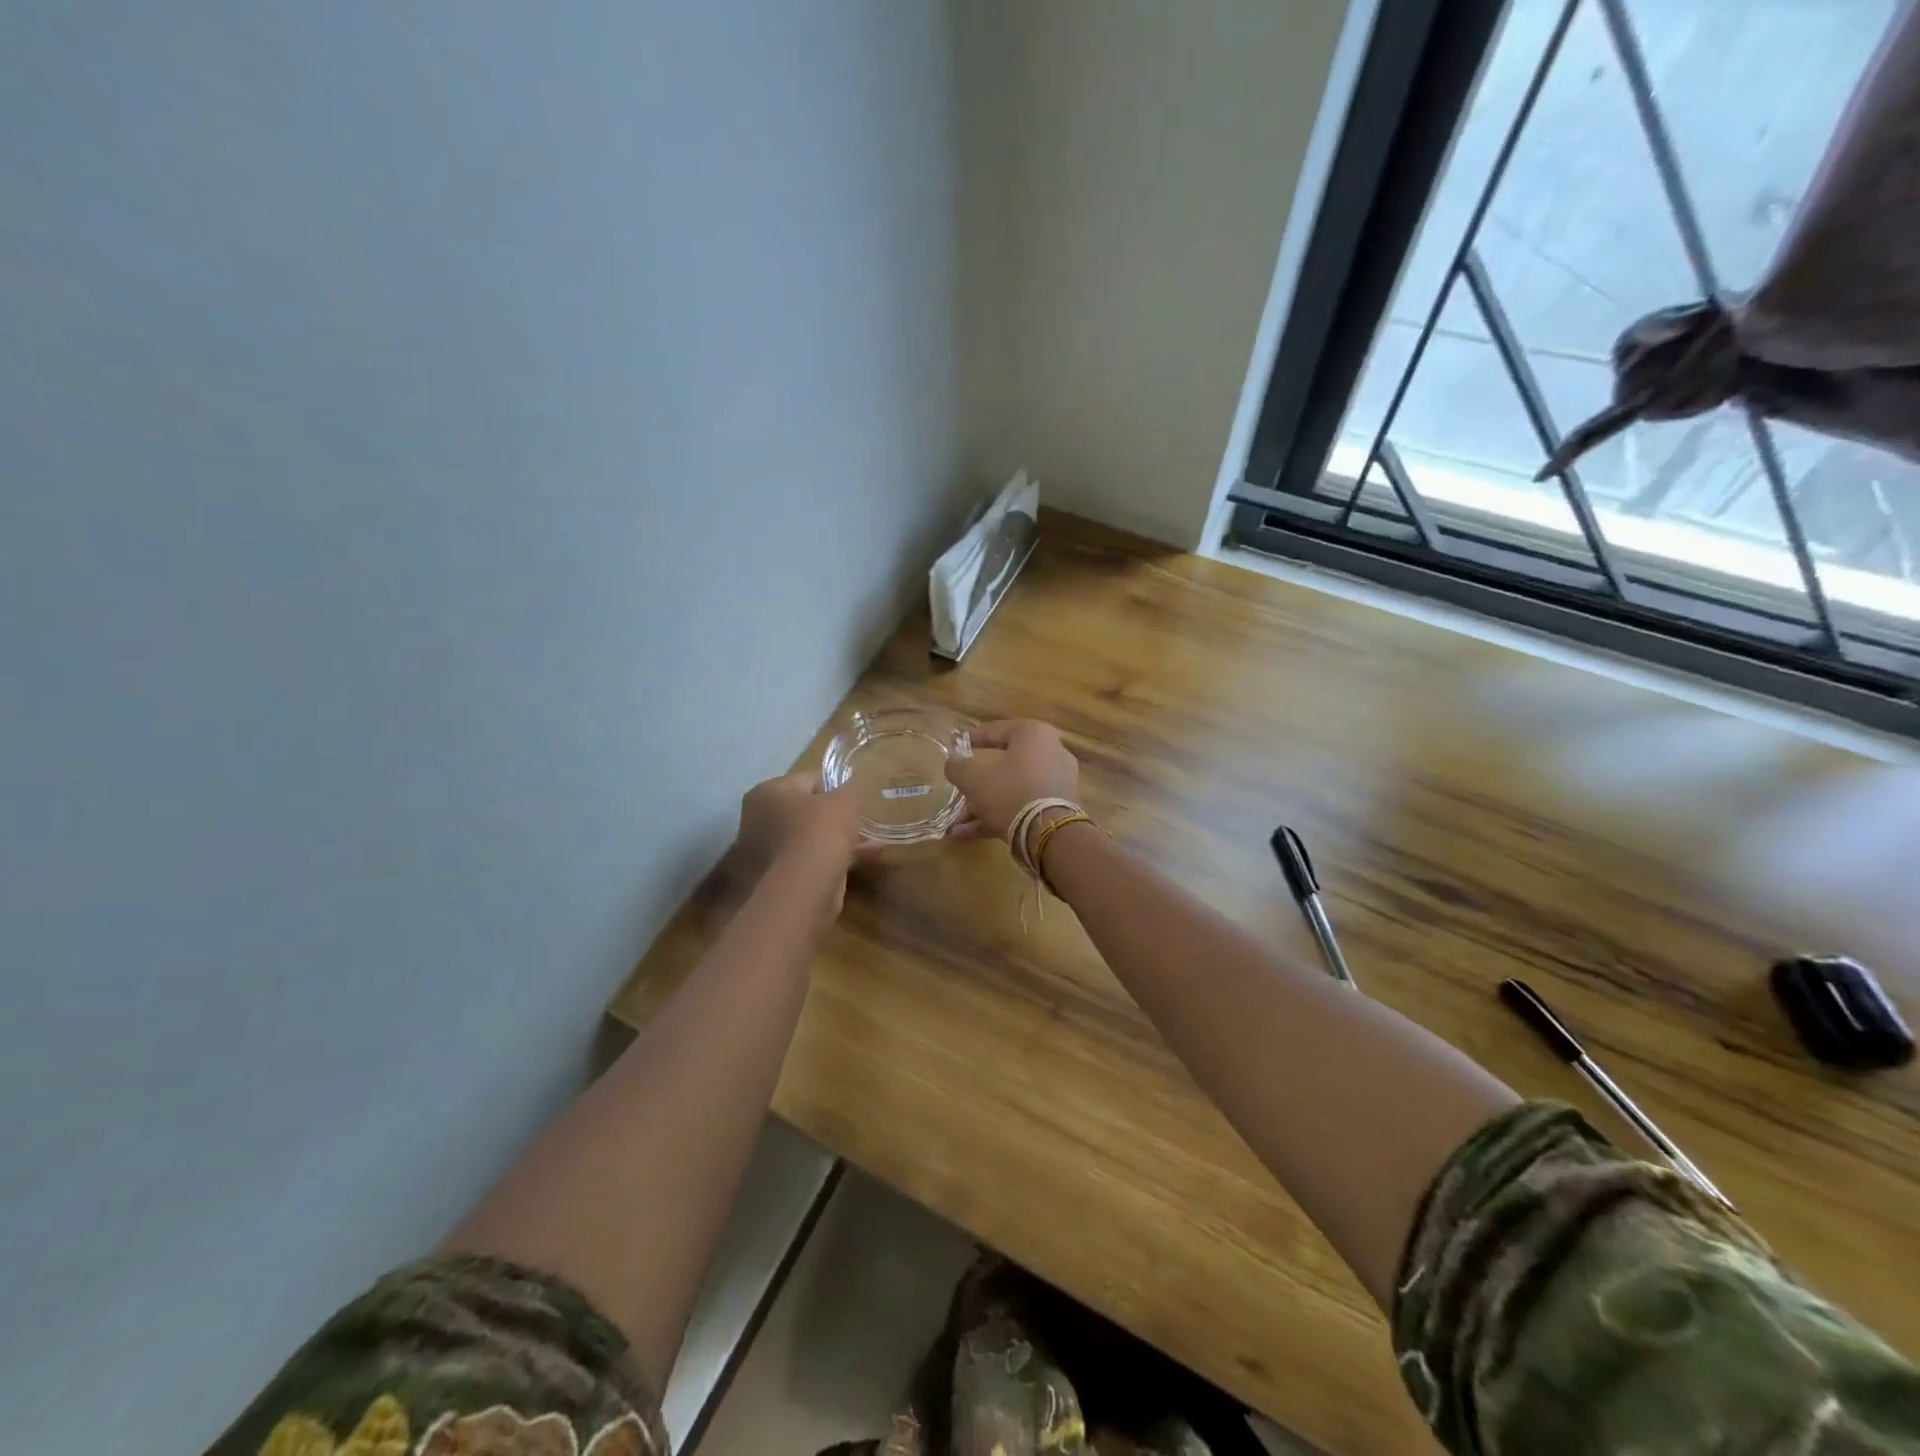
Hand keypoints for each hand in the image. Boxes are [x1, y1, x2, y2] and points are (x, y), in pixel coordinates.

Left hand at [731, 773, 871, 884]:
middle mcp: (758, 819)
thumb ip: (852, 787)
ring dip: (839, 838)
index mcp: (767, 793)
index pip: (808, 780)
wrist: (804, 887)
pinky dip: (835, 857)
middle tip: (860, 821)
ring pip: (810, 837)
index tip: (855, 799)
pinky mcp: (778, 877)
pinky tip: (866, 859)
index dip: (836, 788)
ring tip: (871, 842)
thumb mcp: (846, 799)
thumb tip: (854, 785)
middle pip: (806, 811)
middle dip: (836, 817)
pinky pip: (811, 859)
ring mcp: (765, 851)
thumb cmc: (820, 830)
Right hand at [943, 720, 1079, 841]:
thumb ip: (958, 767)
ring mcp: (1057, 783)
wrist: (1049, 833)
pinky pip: (1023, 806)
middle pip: (1004, 766)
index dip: (973, 738)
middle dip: (975, 786)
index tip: (957, 745)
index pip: (997, 730)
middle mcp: (1051, 753)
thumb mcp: (973, 778)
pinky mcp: (1058, 809)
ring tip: (956, 825)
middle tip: (957, 794)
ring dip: (982, 807)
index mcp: (1033, 735)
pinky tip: (967, 835)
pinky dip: (998, 817)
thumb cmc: (1009, 792)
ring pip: (1011, 790)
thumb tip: (953, 763)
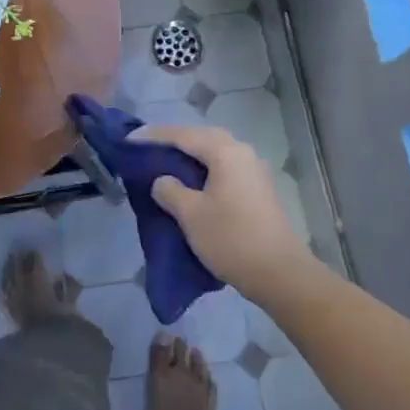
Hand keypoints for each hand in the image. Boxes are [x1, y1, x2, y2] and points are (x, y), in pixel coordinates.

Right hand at [131, 124, 314, 301]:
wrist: (280, 274)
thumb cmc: (231, 239)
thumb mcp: (191, 215)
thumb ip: (170, 190)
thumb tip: (163, 180)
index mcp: (225, 152)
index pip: (182, 135)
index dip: (153, 136)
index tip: (129, 139)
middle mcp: (242, 153)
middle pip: (201, 138)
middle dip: (173, 141)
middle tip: (147, 148)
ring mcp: (254, 171)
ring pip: (215, 153)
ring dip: (190, 155)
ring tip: (165, 163)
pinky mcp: (258, 189)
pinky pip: (224, 167)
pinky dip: (204, 169)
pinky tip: (192, 182)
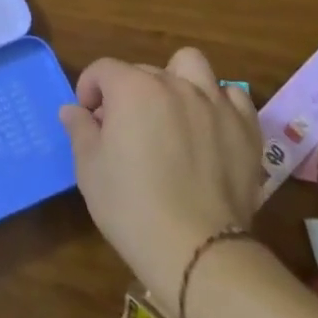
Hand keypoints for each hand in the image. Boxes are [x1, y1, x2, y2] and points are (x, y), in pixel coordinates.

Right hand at [57, 48, 260, 317]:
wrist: (199, 251)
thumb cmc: (132, 206)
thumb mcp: (89, 169)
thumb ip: (80, 130)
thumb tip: (73, 110)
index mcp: (132, 88)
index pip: (103, 69)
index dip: (89, 90)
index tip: (88, 119)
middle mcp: (174, 84)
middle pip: (143, 70)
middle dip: (127, 91)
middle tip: (123, 128)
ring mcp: (214, 104)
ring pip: (192, 66)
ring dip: (176, 80)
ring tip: (170, 111)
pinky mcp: (244, 130)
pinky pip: (232, 98)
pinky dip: (218, 104)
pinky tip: (208, 127)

----------------------------------------

_WORK TO BE COMPLETED_.
Starting with the line that holds "thumb cmc: (132, 206)", copy each remaining line of the listing above exactly, through the last one.

_TASK ANSWER_.
thumb cmc: (132, 206)
thumb mcp: (89, 169)
thumb ip: (80, 130)
thumb tip: (73, 110)
index mcp: (132, 88)
index pip: (103, 69)
index dip: (89, 90)
index tip: (88, 119)
middle mcp: (174, 84)
middle pip: (143, 70)
middle dip: (127, 91)
middle tip: (123, 128)
ring mcp: (214, 104)
ring pip: (192, 66)
ring dip: (176, 80)
ring tip: (170, 111)
pinky mcp: (244, 130)
pinky pip: (232, 98)
pinky dip: (218, 104)
pinky tip: (208, 127)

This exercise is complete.